• _What is needed_
Exact copies of all the entries are required.

** Source information follows **

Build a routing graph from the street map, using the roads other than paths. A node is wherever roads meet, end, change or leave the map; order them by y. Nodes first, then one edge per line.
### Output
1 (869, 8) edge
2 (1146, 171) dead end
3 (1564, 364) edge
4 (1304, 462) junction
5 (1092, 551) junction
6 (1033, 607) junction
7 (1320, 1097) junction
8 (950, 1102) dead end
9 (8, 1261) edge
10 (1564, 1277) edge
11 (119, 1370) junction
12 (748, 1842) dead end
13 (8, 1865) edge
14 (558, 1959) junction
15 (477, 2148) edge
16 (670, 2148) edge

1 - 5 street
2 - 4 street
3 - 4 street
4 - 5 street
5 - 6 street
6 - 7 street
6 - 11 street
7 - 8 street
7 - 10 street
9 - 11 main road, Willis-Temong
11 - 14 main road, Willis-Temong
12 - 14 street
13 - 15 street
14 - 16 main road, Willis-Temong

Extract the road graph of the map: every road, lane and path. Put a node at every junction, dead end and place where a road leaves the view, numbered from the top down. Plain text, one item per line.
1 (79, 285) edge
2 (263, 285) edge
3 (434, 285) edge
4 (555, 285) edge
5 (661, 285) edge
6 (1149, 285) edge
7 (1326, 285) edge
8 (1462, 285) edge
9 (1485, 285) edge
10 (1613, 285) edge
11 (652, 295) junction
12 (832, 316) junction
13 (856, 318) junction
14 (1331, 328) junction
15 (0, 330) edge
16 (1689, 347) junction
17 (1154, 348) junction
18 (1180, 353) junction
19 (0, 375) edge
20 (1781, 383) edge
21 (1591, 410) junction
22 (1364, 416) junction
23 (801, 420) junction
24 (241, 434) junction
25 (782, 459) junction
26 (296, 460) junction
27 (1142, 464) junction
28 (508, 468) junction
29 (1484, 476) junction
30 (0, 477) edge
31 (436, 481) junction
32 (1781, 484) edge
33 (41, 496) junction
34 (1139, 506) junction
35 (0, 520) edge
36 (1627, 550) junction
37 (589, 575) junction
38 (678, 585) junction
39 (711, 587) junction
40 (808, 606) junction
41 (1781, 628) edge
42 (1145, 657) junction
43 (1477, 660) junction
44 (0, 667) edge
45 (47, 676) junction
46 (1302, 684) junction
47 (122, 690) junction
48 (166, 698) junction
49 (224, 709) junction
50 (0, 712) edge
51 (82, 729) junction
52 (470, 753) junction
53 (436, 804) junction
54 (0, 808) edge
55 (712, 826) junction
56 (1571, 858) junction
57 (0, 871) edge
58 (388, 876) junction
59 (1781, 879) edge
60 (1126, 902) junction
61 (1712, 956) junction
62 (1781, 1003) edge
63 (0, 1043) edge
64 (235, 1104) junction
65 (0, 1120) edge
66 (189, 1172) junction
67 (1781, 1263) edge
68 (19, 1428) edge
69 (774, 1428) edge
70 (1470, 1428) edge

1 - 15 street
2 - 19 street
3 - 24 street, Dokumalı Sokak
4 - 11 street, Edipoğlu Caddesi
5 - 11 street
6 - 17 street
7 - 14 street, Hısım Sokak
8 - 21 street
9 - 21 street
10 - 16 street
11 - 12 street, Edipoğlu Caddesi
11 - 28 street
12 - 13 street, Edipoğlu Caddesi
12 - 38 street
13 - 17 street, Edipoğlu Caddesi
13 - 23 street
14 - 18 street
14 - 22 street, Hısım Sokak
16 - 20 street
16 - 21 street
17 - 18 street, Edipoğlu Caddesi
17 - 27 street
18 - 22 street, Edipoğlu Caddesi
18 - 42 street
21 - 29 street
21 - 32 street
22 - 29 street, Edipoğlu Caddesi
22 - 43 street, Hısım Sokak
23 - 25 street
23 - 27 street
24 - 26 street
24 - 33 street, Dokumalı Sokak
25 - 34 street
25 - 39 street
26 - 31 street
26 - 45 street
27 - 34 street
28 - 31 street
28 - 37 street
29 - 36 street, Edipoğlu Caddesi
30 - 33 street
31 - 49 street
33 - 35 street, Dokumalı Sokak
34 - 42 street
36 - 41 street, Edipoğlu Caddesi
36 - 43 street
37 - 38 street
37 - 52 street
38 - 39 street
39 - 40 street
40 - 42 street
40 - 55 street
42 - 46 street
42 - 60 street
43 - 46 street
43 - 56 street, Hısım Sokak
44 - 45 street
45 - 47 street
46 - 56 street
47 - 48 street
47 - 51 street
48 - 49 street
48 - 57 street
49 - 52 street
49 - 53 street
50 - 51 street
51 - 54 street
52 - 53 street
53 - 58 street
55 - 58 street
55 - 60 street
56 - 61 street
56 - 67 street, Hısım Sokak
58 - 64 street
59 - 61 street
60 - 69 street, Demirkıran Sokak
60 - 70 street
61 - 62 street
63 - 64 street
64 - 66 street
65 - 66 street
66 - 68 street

** End of Source information **

• _Answer to the exercise_
Build a routing graph from the street map, using the roads other than paths. A node is wherever roads meet, end, change or leave the map; order them by y. Nodes first, then one edge per line.
### Output
1 (869, 8) edge
2 (1146, 171) dead end
3 (1564, 364) edge
4 (1304, 462) junction
5 (1092, 551) junction
6 (1033, 607) junction
7 (1320, 1097) junction
8 (950, 1102) dead end
9 (8, 1261) edge
10 (1564, 1277) edge
11 (119, 1370) junction
12 (748, 1842) dead end
13 (8, 1865) edge
14 (558, 1959) junction
15 (477, 2148) edge
16 (670, 2148) edge

1 - 5 street
2 - 4 street
3 - 4 street
4 - 5 street
5 - 6 street
6 - 7 street
6 - 11 street
7 - 8 street
7 - 10 street
9 - 11 main road, Willis-Temong
11 - 14 main road, Willis-Temong
12 - 14 street
13 - 15 street
14 - 16 main road, Willis-Temong

Extract the road graph of the map: every road, lane and path. Put a node at every junction, dead end and place where a road leaves the view, numbered from the top down. Plain text, one item per line.
1 (79, 285) edge
2 (263, 285) edge
3 (434, 285) edge
4 (555, 285) edge
5 (661, 285) edge
6 (1149, 285) edge
7 (1326, 285) edge
8 (1462, 285) edge
9 (1485, 285) edge
10 (1613, 285) edge
11 (652, 295) junction
12 (832, 316) junction
13 (856, 318) junction
14 (1331, 328) junction
15 (0, 330) edge
16 (1689, 347) junction
17 (1154, 348) junction
18 (1180, 353) junction
19 (0, 375) edge
20 (1781, 383) edge
21 (1591, 410) junction
22 (1364, 416) junction
23 (801, 420) junction
24 (241, 434) junction
25 (782, 459) junction
26 (296, 460) junction
27 (1142, 464) junction
28 (508, 468) junction
29 (1484, 476) junction
30 (0, 477) edge
31 (436, 481) junction
32 (1781, 484) edge
33 (41, 496) junction
34 (1139, 506) junction
35 (0, 520) edge
36 (1627, 550) junction
37 (589, 575) junction
38 (678, 585) junction
39 (711, 587) junction
40 (808, 606) junction
41 (1781, 628) edge
42 (1145, 657) junction
43 (1477, 660) junction
44 (0, 667) edge
45 (47, 676) junction
46 (1302, 684) junction
47 (122, 690) junction
48 (166, 698) junction
49 (224, 709) junction
50 (0, 712) edge
51 (82, 729) junction
52 (470, 753) junction
53 (436, 804) junction
54 (0, 808) edge
55 (712, 826) junction
56 (1571, 858) junction
57 (0, 871) edge
58 (388, 876) junction
59 (1781, 879) edge
60 (1126, 902) junction
61 (1712, 956) junction
62 (1781, 1003) edge
63 (0, 1043) edge
64 (235, 1104) junction
65 (0, 1120) edge
66 (189, 1172) junction
67 (1781, 1263) edge
68 (19, 1428) edge
69 (774, 1428) edge
70 (1470, 1428) edge

1 - 15 street
2 - 19 street
3 - 24 street, Dokumalı Sokak
4 - 11 street, Edipoğlu Caddesi
5 - 11 street
6 - 17 street
7 - 14 street, Hısım Sokak
8 - 21 street
9 - 21 street
10 - 16 street
11 - 12 street, Edipoğlu Caddesi
11 - 28 street
12 - 13 street, Edipoğlu Caddesi
12 - 38 street
13 - 17 street, Edipoğlu Caddesi
13 - 23 street
14 - 18 street
14 - 22 street, Hısım Sokak
16 - 20 street
16 - 21 street
17 - 18 street, Edipoğlu Caddesi
17 - 27 street
18 - 22 street, Edipoğlu Caddesi
18 - 42 street
21 - 29 street
21 - 32 street
22 - 29 street, Edipoğlu Caddesi
22 - 43 street, Hısım Sokak
23 - 25 street
23 - 27 street
24 - 26 street
24 - 33 street, Dokumalı Sokak
25 - 34 street
25 - 39 street
26 - 31 street
26 - 45 street
27 - 34 street
28 - 31 street
28 - 37 street
29 - 36 street, Edipoğlu Caddesi
30 - 33 street
31 - 49 street
33 - 35 street, Dokumalı Sokak
34 - 42 street
36 - 41 street, Edipoğlu Caddesi
36 - 43 street
37 - 38 street
37 - 52 street
38 - 39 street
39 - 40 street
40 - 42 street
40 - 55 street
42 - 46 street
42 - 60 street
43 - 46 street
43 - 56 street, Hısım Sokak
44 - 45 street
45 - 47 street
46 - 56 street
47 - 48 street
47 - 51 street
48 - 49 street
48 - 57 street
49 - 52 street
49 - 53 street
50 - 51 street
51 - 54 street
52 - 53 street
53 - 58 street
55 - 58 street
55 - 60 street
56 - 61 street
56 - 67 street, Hısım Sokak
58 - 64 street
59 - 61 street
60 - 69 street, Demirkıran Sokak
60 - 70 street
61 - 62 street
63 - 64 street
64 - 66 street
65 - 66 street
66 - 68 street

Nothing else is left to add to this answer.